As for baptism and the other ceremonies instituted originally by the Jewish sect of which John the Baptist had been the exponent, Mani regarded them all with horror and instead of being submerged in water, his candidates for holy orders were initiated by the laying on of hands.

At the age of twenty-five, this strange man undertook to explain his ideas unto all mankind. First he visited India and China where he was fairly successful. Then he turned homeward to bring the blessings of his creed to his own neighbors.

But the Persian priests who began to find themselves deprived of much secret revenue by the success of these unworldly doctrines turned against him and asked that he be killed.
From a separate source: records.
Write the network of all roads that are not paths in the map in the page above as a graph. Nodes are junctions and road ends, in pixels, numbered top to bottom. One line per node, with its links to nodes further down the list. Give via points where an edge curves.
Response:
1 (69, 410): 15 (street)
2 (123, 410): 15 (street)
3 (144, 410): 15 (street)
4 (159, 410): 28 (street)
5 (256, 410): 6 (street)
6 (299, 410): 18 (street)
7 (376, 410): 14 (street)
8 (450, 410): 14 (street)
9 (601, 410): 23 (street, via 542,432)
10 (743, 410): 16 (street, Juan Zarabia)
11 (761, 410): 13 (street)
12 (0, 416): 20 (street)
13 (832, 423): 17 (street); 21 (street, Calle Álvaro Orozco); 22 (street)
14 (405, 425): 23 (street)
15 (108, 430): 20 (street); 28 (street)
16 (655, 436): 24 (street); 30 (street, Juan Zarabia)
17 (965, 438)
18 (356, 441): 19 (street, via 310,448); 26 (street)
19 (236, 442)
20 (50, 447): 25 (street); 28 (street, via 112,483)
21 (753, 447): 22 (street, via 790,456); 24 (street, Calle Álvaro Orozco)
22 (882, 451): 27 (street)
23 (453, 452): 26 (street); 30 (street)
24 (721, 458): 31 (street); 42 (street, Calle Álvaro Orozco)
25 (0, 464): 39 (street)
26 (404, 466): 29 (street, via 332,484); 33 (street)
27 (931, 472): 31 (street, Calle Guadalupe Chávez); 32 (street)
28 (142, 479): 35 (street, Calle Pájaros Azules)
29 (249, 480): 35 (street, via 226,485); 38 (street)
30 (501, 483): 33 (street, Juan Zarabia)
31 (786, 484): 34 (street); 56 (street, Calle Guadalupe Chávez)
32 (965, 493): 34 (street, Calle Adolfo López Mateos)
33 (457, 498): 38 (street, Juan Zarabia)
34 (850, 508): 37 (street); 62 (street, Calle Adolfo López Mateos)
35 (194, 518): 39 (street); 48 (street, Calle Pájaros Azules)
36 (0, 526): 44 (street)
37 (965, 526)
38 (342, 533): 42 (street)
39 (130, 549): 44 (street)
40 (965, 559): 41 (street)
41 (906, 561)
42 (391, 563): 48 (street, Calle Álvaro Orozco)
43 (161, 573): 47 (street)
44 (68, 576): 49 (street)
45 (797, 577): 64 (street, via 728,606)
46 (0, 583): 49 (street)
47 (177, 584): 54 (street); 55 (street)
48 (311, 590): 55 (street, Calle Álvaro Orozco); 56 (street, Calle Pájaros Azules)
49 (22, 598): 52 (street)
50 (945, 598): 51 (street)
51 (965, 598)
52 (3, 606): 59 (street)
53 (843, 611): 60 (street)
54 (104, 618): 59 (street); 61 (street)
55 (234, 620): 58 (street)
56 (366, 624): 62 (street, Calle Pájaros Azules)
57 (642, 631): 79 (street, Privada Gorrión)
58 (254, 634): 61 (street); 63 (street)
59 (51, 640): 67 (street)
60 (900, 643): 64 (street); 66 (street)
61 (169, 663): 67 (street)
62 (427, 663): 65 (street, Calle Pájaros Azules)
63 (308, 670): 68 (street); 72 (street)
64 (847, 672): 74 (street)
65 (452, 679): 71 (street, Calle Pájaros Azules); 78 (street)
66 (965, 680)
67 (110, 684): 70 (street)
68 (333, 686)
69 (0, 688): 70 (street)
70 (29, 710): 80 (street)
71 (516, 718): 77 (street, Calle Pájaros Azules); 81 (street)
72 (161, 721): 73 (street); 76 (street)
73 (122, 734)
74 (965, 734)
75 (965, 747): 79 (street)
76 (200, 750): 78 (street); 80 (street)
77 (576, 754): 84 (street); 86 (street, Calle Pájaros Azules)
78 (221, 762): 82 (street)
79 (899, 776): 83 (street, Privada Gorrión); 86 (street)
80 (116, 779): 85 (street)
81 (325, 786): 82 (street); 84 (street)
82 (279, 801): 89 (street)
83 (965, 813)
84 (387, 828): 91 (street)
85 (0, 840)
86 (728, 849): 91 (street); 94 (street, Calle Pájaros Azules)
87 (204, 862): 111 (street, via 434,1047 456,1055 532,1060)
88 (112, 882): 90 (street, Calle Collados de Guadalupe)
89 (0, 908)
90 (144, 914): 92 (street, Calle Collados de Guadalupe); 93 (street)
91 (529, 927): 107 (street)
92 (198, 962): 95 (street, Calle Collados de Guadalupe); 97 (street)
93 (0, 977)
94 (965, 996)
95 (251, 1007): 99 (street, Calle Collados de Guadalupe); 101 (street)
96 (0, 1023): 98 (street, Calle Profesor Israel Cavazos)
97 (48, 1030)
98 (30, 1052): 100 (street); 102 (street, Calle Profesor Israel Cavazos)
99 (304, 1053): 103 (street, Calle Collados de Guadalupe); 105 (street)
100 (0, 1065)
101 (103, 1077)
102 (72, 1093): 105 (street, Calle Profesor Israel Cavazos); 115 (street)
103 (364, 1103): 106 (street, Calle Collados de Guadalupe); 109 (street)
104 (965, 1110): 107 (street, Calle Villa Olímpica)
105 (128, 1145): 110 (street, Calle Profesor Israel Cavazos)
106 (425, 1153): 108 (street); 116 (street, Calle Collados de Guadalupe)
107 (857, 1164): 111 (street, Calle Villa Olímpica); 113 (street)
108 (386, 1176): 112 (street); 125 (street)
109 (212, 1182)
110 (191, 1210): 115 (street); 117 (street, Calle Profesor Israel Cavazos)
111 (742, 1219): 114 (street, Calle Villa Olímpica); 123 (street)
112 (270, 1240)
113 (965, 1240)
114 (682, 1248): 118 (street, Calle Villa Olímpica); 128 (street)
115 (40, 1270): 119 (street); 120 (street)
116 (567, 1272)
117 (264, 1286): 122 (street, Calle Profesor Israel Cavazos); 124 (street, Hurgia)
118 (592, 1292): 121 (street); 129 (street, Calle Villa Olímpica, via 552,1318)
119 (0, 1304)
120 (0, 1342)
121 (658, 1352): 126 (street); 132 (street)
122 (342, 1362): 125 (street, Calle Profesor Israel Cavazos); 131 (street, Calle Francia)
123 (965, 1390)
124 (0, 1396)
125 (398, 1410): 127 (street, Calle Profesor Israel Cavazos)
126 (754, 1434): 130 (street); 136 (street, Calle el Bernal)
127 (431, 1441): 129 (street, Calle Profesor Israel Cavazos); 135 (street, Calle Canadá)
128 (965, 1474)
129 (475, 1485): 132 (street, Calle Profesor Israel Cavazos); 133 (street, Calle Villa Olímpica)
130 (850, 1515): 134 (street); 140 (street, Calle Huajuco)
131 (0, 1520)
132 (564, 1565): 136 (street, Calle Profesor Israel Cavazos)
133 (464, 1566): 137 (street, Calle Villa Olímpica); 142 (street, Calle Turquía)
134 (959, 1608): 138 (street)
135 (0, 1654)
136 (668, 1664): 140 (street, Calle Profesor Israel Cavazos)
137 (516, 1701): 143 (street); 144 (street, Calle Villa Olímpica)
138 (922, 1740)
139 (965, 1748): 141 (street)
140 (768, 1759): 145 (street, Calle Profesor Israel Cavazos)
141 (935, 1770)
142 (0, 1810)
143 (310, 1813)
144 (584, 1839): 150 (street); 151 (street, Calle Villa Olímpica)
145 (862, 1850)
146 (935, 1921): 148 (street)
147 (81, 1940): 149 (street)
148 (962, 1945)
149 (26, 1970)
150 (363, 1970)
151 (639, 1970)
In the beginning, Mani enjoyed the protection of the king, but when this sovereign died and was succeeded by some one else who had no interest whatsoever in religious questions, Mani was surrendered to the priestly class. They took him to the walls of the town and crucified him and flayed his corpse and publicly exposed his skin before the city gate as an example to all those who might feel inclined to take an interest in the heresies of the Ecbatanian prophet.

By this violent conflict with the authorities, the Manichaean church itself was broken up. But little bits of the prophet’s ideas, like so many spiritual meteors, were showered far and wide upon the landscape of Europe and Asia and for centuries afterwards continued to cause havoc among the simple and the poor who inadvertently had picked them up, had examined them and had found them singularly to their taste.

Exactly how and when Manichaeism entered Europe, I do not know.

Most likely it came by way of Asia Minor, the Black Sea and the Danube. Then it crossed the Alps and soon enjoyed immense popularity in Germany and France. There the followers of the new creed called themselves by the Oriental name of the Cathari, or “the people who lead a pure life,” and so widespread was the affliction that all over western Europe the word “Ketzer” or “Ketter” came to mean the same as “heretic.”

But please don’t think of the Cathari as members of a definite religious denomination. No effort was made to establish a new sect. The Manichaean ideas exercised great influence upon a large number of people who would have stoutly denied that they were anything but most devout sons of the Church. And that made this particular form of heresy so dangerous and so difficult of detection.